» **Task instructions**
What is needed is a single figure: how many lines of the records below contain the word "Freedom".

━━━ Supplied entries

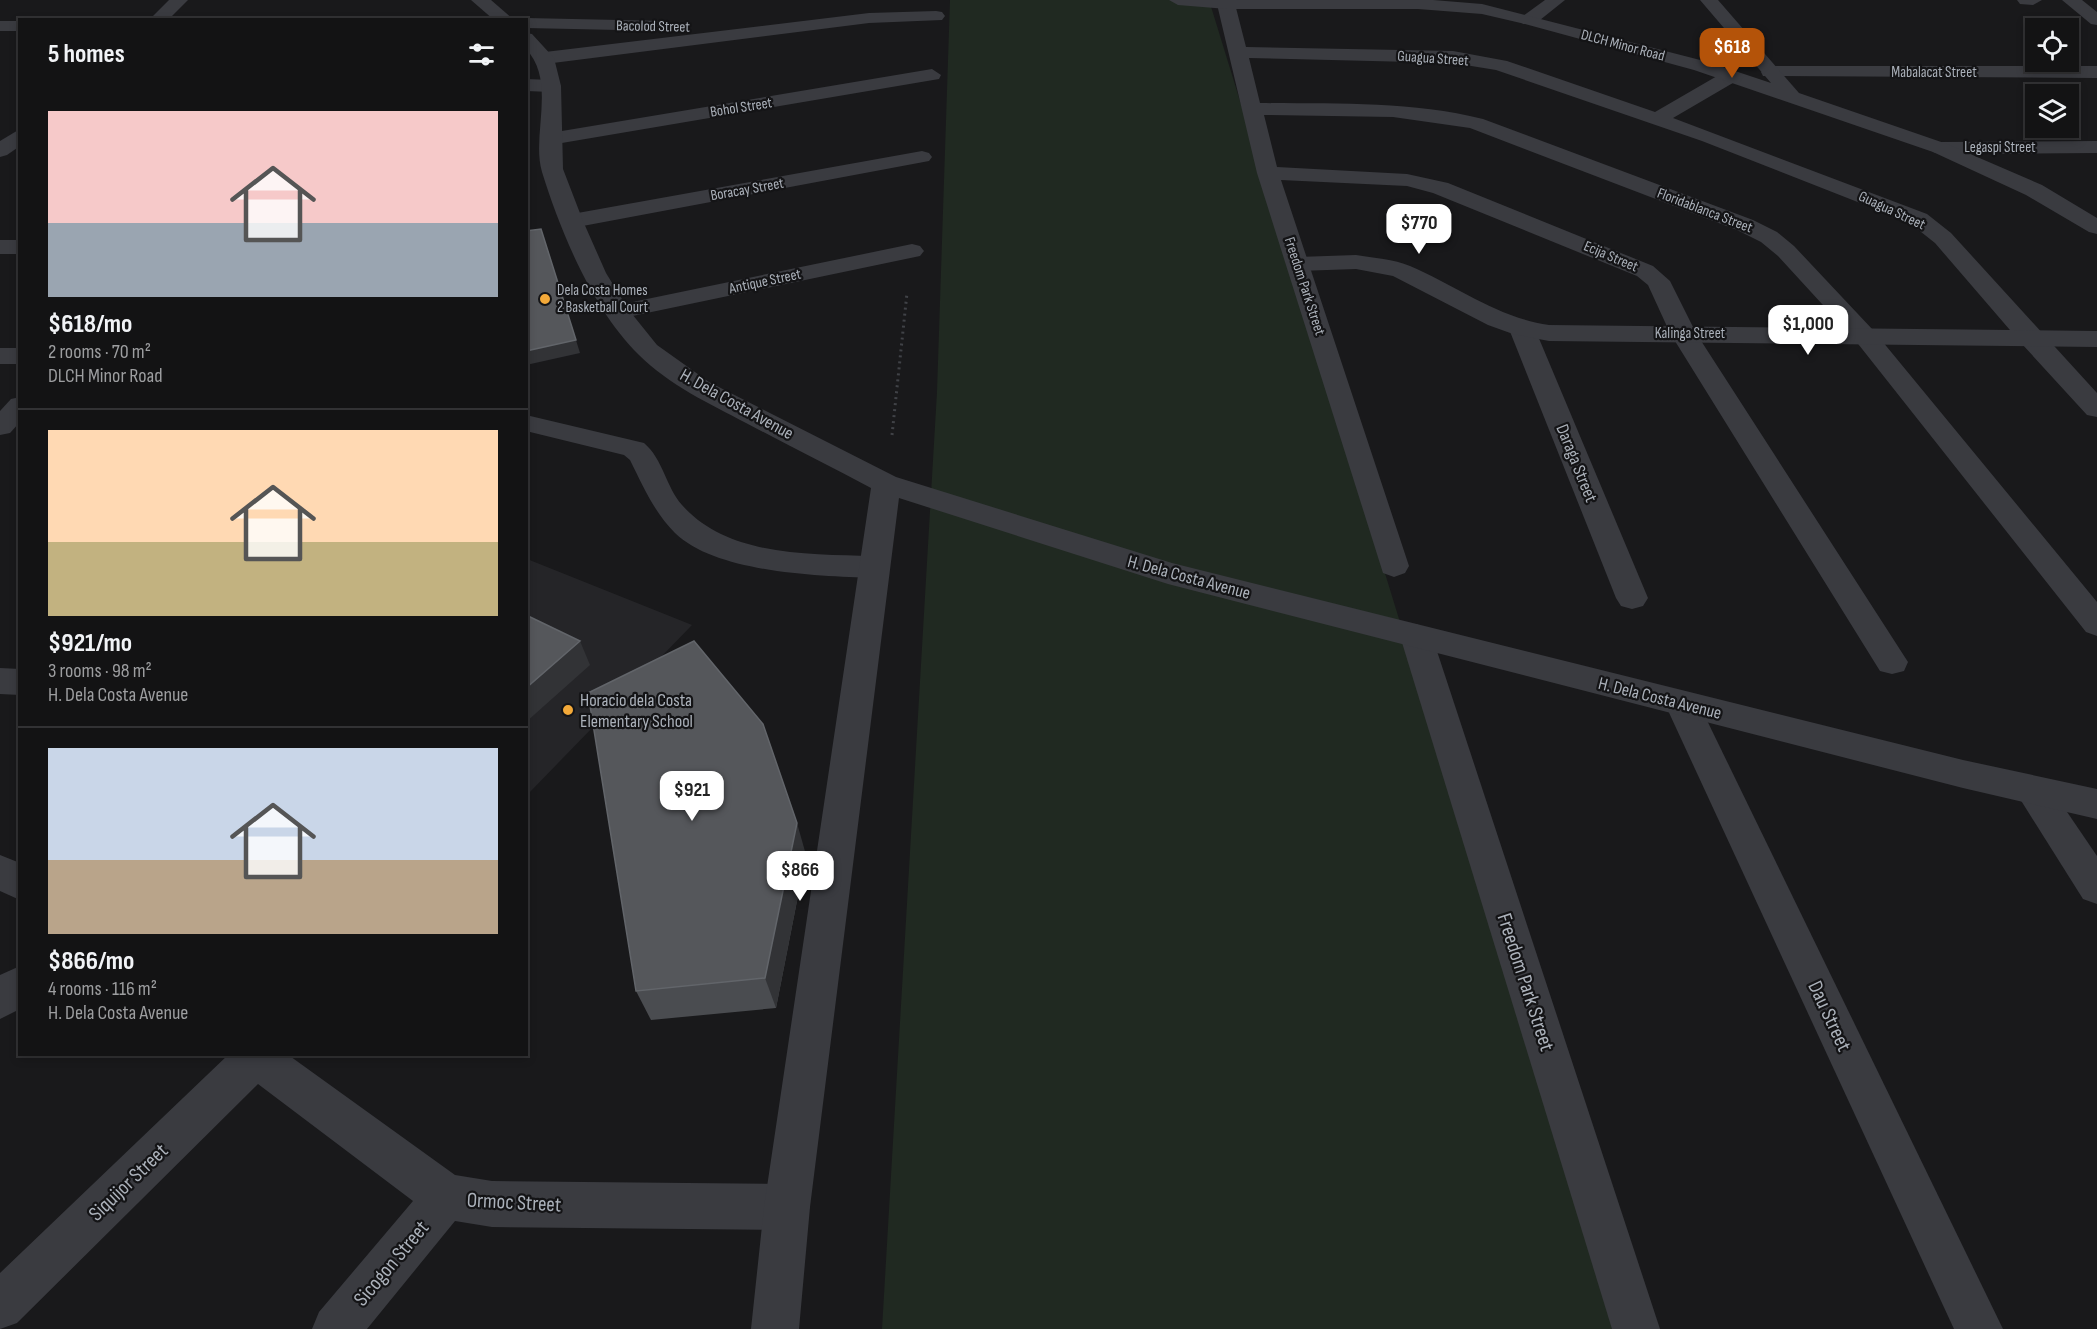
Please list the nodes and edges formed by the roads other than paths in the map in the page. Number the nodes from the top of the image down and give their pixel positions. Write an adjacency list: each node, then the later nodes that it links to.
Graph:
1 (179, 0): 13 (street)
2 (480, 0): 14 (street)
3 (1178, 0): 10 (street, DLCH Minor Road)
4 (1556, 0): 15 (street)
5 (1708, 0): 22 (street)
6 (2026, 0): 7 (street)
7 (2033, 0)
8 (2071, 0): 16 (street)
9 (1354, 1): 10 (street, DLCH Minor Road); 15 (street, DLCH Minor Road)
10 (1226, 2): 21 (street, Freedom Park Street)
11 (796, 9): 20 (street)
12 (936, 16): 20 (street, Bacolod Street)
13 (159, 18)
14 (503, 18)
15 (1529, 20): 23 (street, DLCH Minor Road)
16 (2097, 20)
17 (528, 23): 20 (street, Bacolod Street)
18 (0, 26): 19 (street)
19 (18, 26)
20 (785, 27): 24 (street, Bacolod Street)
21 (1237, 52): 30 (street, Freedom Park Street); 31 (street, Guagua Street)
22 (1756, 57): 23 (street); 25 (street)
23 (1701, 66): 28 (street, DLCH Minor Road)
24 (537, 67): 33 (street, H. Dela Costa Avenue)
25 (1770, 72): 26 (street, Mabalacat Street); 29 (street)
26 (2097, 72)
27 (932, 75): 33 (street, Bohol Street)
28 (1731, 76): 29 (street, DLCH Minor Road); 31 (street)
29 (1792, 96): 35 (street, DLCH Minor Road)
30 (1252, 109): 40 (street, Freedom Park Street); 50 (street, Floridablanca Street)
31 (1656, 119): 51 (street, Guagua Street)
32 (18, 137): 36 (street)
33 (550, 139): 41 (street, H. Dela Costa Avenue)
34 (2097, 147): 35 (street, Legaspi Street)
35 (1940, 148): 42 (street, DLCH Minor Road)
36 (0, 151)
37 (922, 157): 41 (street, Boracay Street)
38 (0, 161): 39 (street)
39 (18, 161)
40 (1268, 173): 46 (street, Freedom Park Street); 49 (street, Ecija Street)
41 (572, 221): 47 (street, H. Dela Costa Avenue)
42 (2097, 227)
43 (0, 247): 44 (street)
44 (18, 247)
45 (912, 251): 47 (street, Antique Street)
46 (1299, 264): 48 (street, Kalinga Street); 60 (street, Freedom Park Street)
47 (618, 312): 59 (street, H. Dela Costa Avenue)
48 (1522, 329): 49 (street, Kalinga Street); 62 (street, Daraga Street)
49 (1683, 333): 50 (street, Kalinga Street); 65 (street, Ecija Street)
50 (1864, 334): 51 (street, Kalinga Street); 63 (street, Floridablanca Street)
51 (2031, 339): 52 (street, Kalinga Street); 56 (street, Guagua Street)
52 (2097, 339)
53 (0, 356): 54 (street)
54 (18, 356)
55 (18, 407): 58 (street)
56 (2097, 409)
57 (528, 423): 61 (street)
58 (0, 427)
59 (886, 484): 61 (street); 64 (street, H. Dela Costa Avenue)
60 (1394, 566)
61 (873, 567): 78 (street)
62 (1632, 598)
63 (2097, 624)
64 (1416, 636): 68 (street, H. Dela Costa Avenue); 82 (street, Freedom Park Street)
65 (1892, 662)
66 (0, 681): 67 (street)
67 (18, 682)
68 (1682, 704): 69 (street, H. Dela Costa Avenue); 83 (street, Dau Street)
69 (2033, 791): 70 (street, H. Dela Costa Avenue); 73 (street)
70 (2097, 804)
71 (0, 871): 72 (street)
72 (18, 883)
73 (2097, 887)
74 (18, 986): 75 (street)
75 (0, 1000)
76 (254, 1056): 77 (street, Ormoc Street); 79 (street, Siquijor Street)
77 (446, 1197): 78 (street, Ormoc Street); 80 (street, Sicogon Street)
78 (788, 1207): 81 (street)
79 (0, 1306)
80 (336, 1329)
81 (775, 1329)
82 (1636, 1329)
83 (1979, 1329)

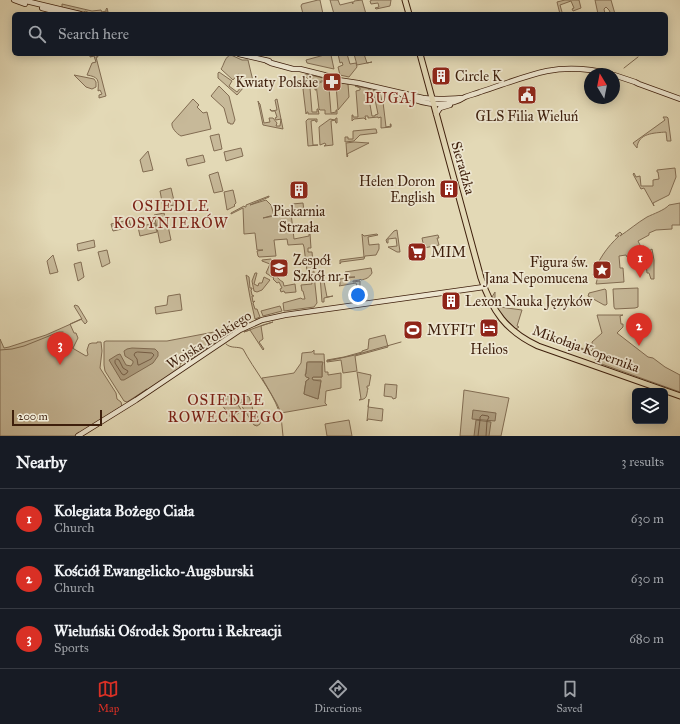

━━━━━━

» **Response area**
6